DACHAU CONCENTRATION CAMP, SPRING 1946


Will you describe the type of flames and smoke that emanated from the crematory when an old prisoner was cremated?” asked the prosecutor.

Taylor matter of factly responded, “Ordinarily it was a pale brown, acrid smoke, heavy with the smell of burnt hair, and this was wafted over the camp, particularly block thirteen. It seemed to go up and then settle down.”

Jack Taylor was the prosecution's star witness at the Mauthausen-Gusen Camp Trials, a set of subsidiary trials tied to the Nuremberg Trials. Nuremberg included a series of military tribunals to bring to justice the most notable members of the Nazi Party. “Dubbed the greatest trial in history,” Nuremberg called to account a “who's who” of the surviving members of the German war machine: Alfred Jodl, Albert Speer, and Hermann Goering, among others. American authorities conducted the Mauthausen-Gusen Trials to try officers and camp guards from Mauthausen in the occupied American Zone of Germany at the site of some of Germany's greatest atrocities: the Dachau Concentration Camp.

For days, Taylor stoically kept his emotions in check as he recounted his experiences at
Mauthausen in excruciating detail to the court. He began his testimony by stating, “I have tried to forget most of these things for the past year.”

In his training as an OSS operative, Taylor had learned to pay attention to numbers, quantities, dates, sights, sounds, and smells that might provide clues about enemy movements and intentions. Now those same skills proved invaluable in his testimony against the Germans who had immorally enslaved and killed thousands in violation of international law.

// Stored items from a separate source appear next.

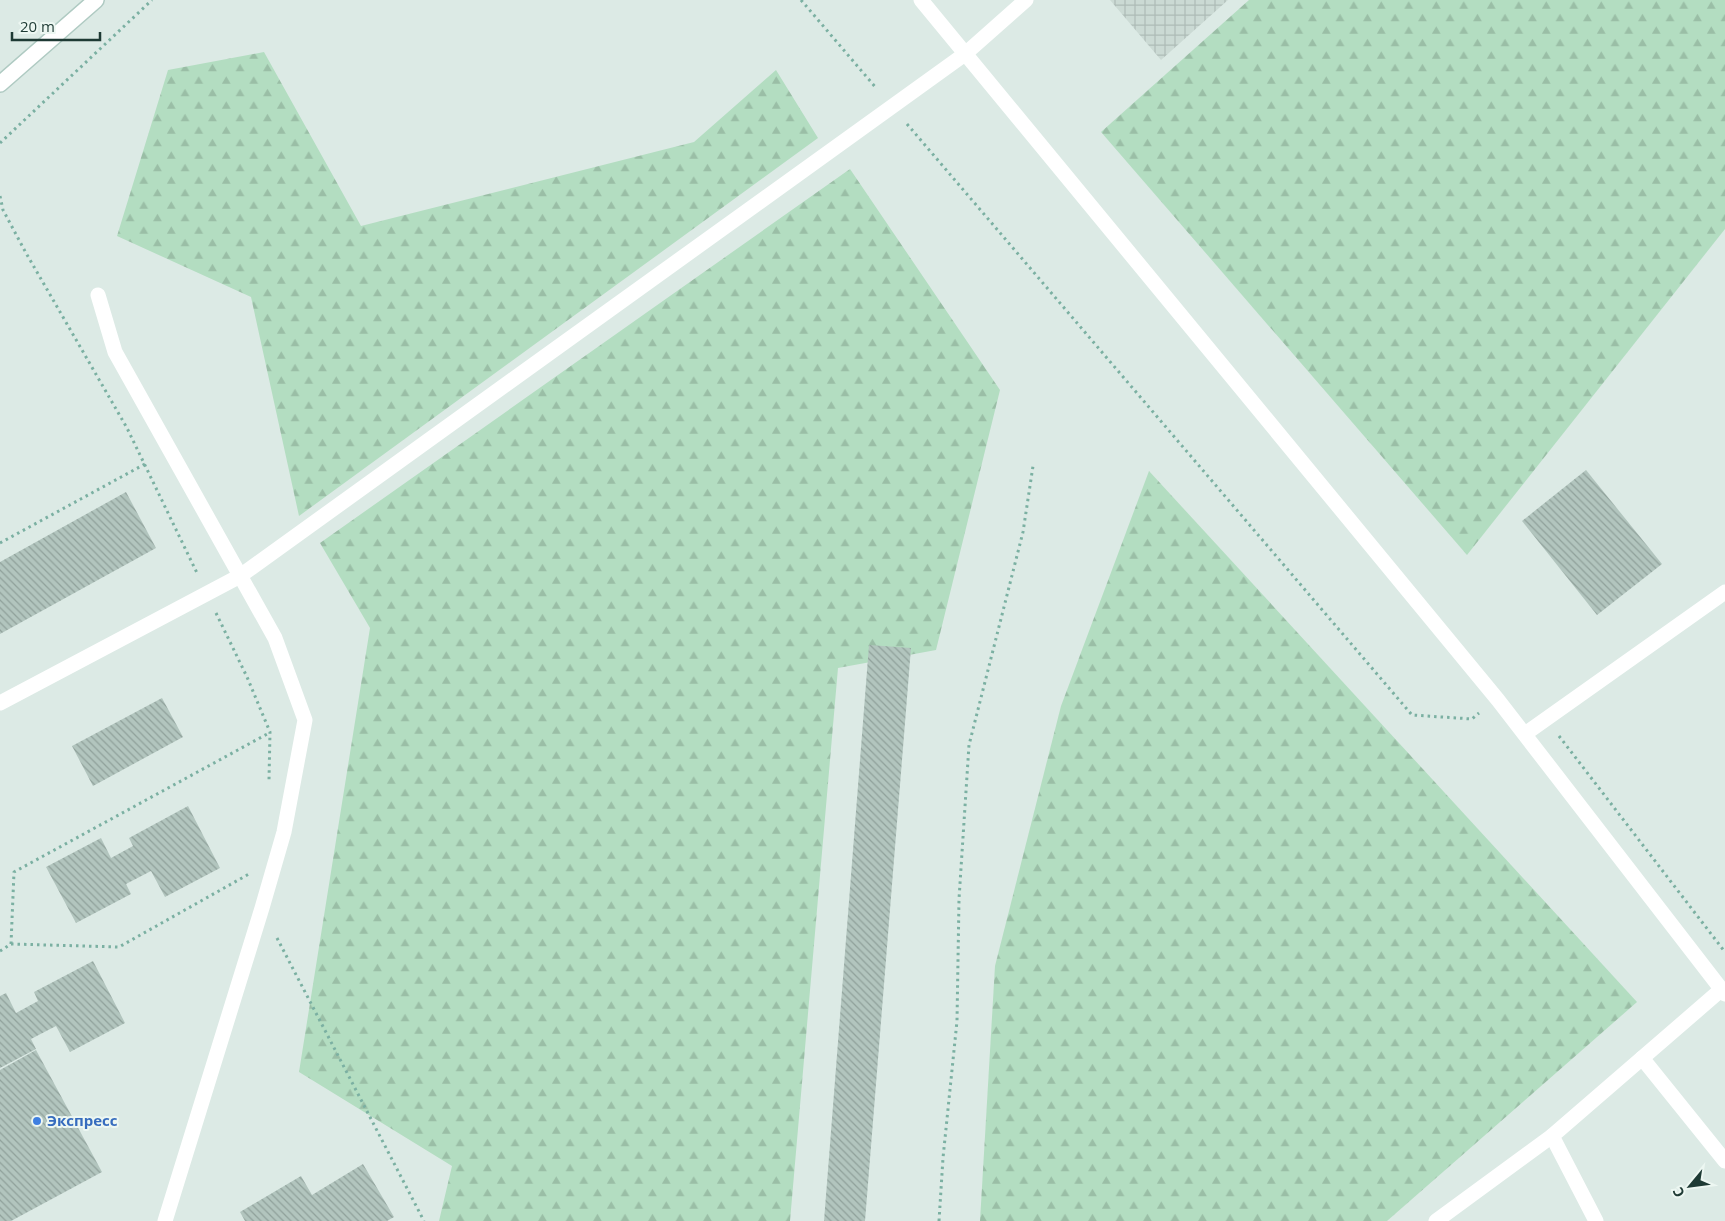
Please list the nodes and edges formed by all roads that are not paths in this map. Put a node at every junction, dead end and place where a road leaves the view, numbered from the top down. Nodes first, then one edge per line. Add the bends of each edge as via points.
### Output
1 (96, 0) edge
2 (921, 0) edge
3 (1026, 0) edge
4 (965, 54) junction
5 (0, 84) edge
6 (98, 295) dead end
7 (240, 576) junction
8 (1725, 592) edge
9 (0, 703) edge
10 (1525, 734) junction
11 (1723, 991) edge
12 (1642, 1058) junction
13 (1552, 1136) junction
14 (1725, 1161) edge
15 (165, 1221) edge
16 (1436, 1221) edge
17 (1596, 1221) edge

1 - 5 street
2 - 4 street
3 - 4 street
4 - 7 street
4 - 10 street
6 - 7 street via 114,352
7 - 9 street
7 - 15 street via 275,638 305,720 284,832
8 - 10 street
10 - 11 street
11 - 12 street
12 - 13 street
12 - 14 street
13 - 16 street
13 - 17 street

The prosecutor pressed for details on the restrooms, asking Taylor to describe the “sanitary facilities” the Germans claimed to have furnished the inmates. Taylor shot back “I don't remember the number of toilets, but it was, I would say, enough for a normal complement of two hundred (200) prisoners, possibly ten (10) toilets. However, it was so bad, and so many of us had dysentery, that in the daytime they would open up the manholes and the sewer out in the street, and most everyone used the manholes.”